A czy kiedykolwiek ktoś w taki sposób wyjawił jakiś sekret w taki sposób w GoT? Ned Stark się dowiedział o pochodzeniu Joffreya w ogrodzie, Jon został wskrzeszony w samotności w jakiejś piwnicy, wszyscy zdradzają swoje plany w obecności małej ilości osób w małych pomieszczeniach. To byłoby głupotą, gdyby Sam wyjechałby z czymś takim przy wszystkich i Dance, bo kazałaby wszystkich ściąć lub posądziła o zdradę, bo przypominam, że on specjalnych dowodów na te rewelacje nie ma. Nie wiem skąd takie oczekiwania w tym serialu, to nie jest jakaś durna telenowela, że wszystkie rewelacje odbywają się przy muzyce i w obecności wszystkich postaci.

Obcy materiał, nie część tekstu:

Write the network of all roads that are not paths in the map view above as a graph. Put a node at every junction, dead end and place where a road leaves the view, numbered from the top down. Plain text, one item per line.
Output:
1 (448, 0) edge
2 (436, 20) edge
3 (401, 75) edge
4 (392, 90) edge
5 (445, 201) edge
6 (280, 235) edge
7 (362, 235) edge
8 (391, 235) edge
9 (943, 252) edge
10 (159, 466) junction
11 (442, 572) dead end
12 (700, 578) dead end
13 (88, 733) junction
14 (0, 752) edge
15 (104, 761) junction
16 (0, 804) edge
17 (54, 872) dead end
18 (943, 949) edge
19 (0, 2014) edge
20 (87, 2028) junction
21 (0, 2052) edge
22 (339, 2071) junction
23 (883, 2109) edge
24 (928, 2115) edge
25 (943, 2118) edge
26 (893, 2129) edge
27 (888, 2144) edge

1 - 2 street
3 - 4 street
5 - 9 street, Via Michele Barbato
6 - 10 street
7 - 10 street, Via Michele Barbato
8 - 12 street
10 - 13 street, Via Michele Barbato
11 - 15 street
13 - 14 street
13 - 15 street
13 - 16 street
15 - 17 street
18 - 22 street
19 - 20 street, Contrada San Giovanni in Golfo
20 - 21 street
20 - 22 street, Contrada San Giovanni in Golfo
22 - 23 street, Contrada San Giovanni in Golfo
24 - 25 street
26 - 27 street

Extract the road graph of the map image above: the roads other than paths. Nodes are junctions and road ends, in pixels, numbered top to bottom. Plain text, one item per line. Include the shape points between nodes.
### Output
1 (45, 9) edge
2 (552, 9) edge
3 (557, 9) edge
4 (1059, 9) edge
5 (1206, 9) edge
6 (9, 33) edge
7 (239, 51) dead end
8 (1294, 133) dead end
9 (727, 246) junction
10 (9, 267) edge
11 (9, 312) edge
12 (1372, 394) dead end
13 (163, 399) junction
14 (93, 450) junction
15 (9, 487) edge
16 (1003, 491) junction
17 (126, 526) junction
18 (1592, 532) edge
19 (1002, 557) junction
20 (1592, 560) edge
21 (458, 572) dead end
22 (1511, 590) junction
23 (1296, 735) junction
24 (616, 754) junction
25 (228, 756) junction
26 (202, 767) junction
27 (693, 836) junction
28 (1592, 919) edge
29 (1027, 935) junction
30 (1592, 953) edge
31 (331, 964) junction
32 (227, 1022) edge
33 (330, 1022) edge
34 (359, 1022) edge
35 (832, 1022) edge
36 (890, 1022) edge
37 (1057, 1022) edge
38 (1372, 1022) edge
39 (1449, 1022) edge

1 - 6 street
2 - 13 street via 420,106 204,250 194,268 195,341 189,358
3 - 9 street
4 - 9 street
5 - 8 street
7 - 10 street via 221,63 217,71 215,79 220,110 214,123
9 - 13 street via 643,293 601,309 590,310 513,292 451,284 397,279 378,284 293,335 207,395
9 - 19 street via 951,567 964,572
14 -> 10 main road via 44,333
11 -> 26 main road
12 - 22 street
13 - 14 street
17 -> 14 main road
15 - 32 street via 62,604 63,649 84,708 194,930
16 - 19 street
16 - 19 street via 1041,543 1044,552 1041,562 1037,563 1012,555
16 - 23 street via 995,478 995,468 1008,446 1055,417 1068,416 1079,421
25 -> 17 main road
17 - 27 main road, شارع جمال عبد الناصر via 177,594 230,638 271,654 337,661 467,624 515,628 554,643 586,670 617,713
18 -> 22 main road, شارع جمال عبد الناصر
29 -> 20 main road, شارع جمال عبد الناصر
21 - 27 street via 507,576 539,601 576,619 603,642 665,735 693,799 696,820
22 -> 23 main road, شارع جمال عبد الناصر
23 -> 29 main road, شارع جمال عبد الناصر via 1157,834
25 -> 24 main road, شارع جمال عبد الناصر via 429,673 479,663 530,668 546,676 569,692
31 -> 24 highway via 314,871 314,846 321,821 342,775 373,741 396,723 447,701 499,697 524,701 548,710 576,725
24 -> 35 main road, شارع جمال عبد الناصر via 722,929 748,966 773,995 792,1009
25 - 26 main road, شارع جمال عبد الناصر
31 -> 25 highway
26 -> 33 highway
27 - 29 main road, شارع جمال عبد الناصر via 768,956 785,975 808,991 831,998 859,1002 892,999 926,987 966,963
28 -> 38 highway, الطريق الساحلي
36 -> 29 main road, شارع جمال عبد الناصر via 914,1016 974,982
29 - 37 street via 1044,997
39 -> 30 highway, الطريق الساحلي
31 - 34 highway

No i obejrzane.. Z opóźnieniem, ale mówi się trudno. Danka jak zawsze wkur.. denerwująca z tym swoim parciem na władzę i na to, żeby wszyscy jej cześć oddawali. Pojawia się znikąd, informuje przy okazji jednego z miejscowych, że od tak sobie bestialsko zamordowała jego ojca i brata, no i zadziera nosa jak to ona. Mam nadzieję, że w końcu zdechnie..
Prawdę mówiąc, to liczyłem na jakieś cieplejsze powitanie Jona i Aryi. Niby się zmienili, ale przecież tak się kochali, tak tęsknili, tak byli ze sobą blisko. A tu chwila sztucznej gadki, przytulas i koniec jakichkolwiek kontaktów.. :(
Jon już lata na smoku, nawet zaczął nim sterować! Super!! Będzie miał drugiego pupilka, o ile Ghost się pojawi.. Bo też oczywiście zapomnieli o nim. I scenarzyści i Jon, bo nawet się nie zainteresował, gdzie jego zwierzak jest :/
Ciekaw jestem jak się to wszystko rozwinie. Patrząc na promo, to widzę, że Danka chce Jaimiego ukarać za to, że ten uratował całe miasto i zakończył wojnę zabijając szaleńca. Mam nadzieję, że chłopak wyjdzie z tego obronną ręką.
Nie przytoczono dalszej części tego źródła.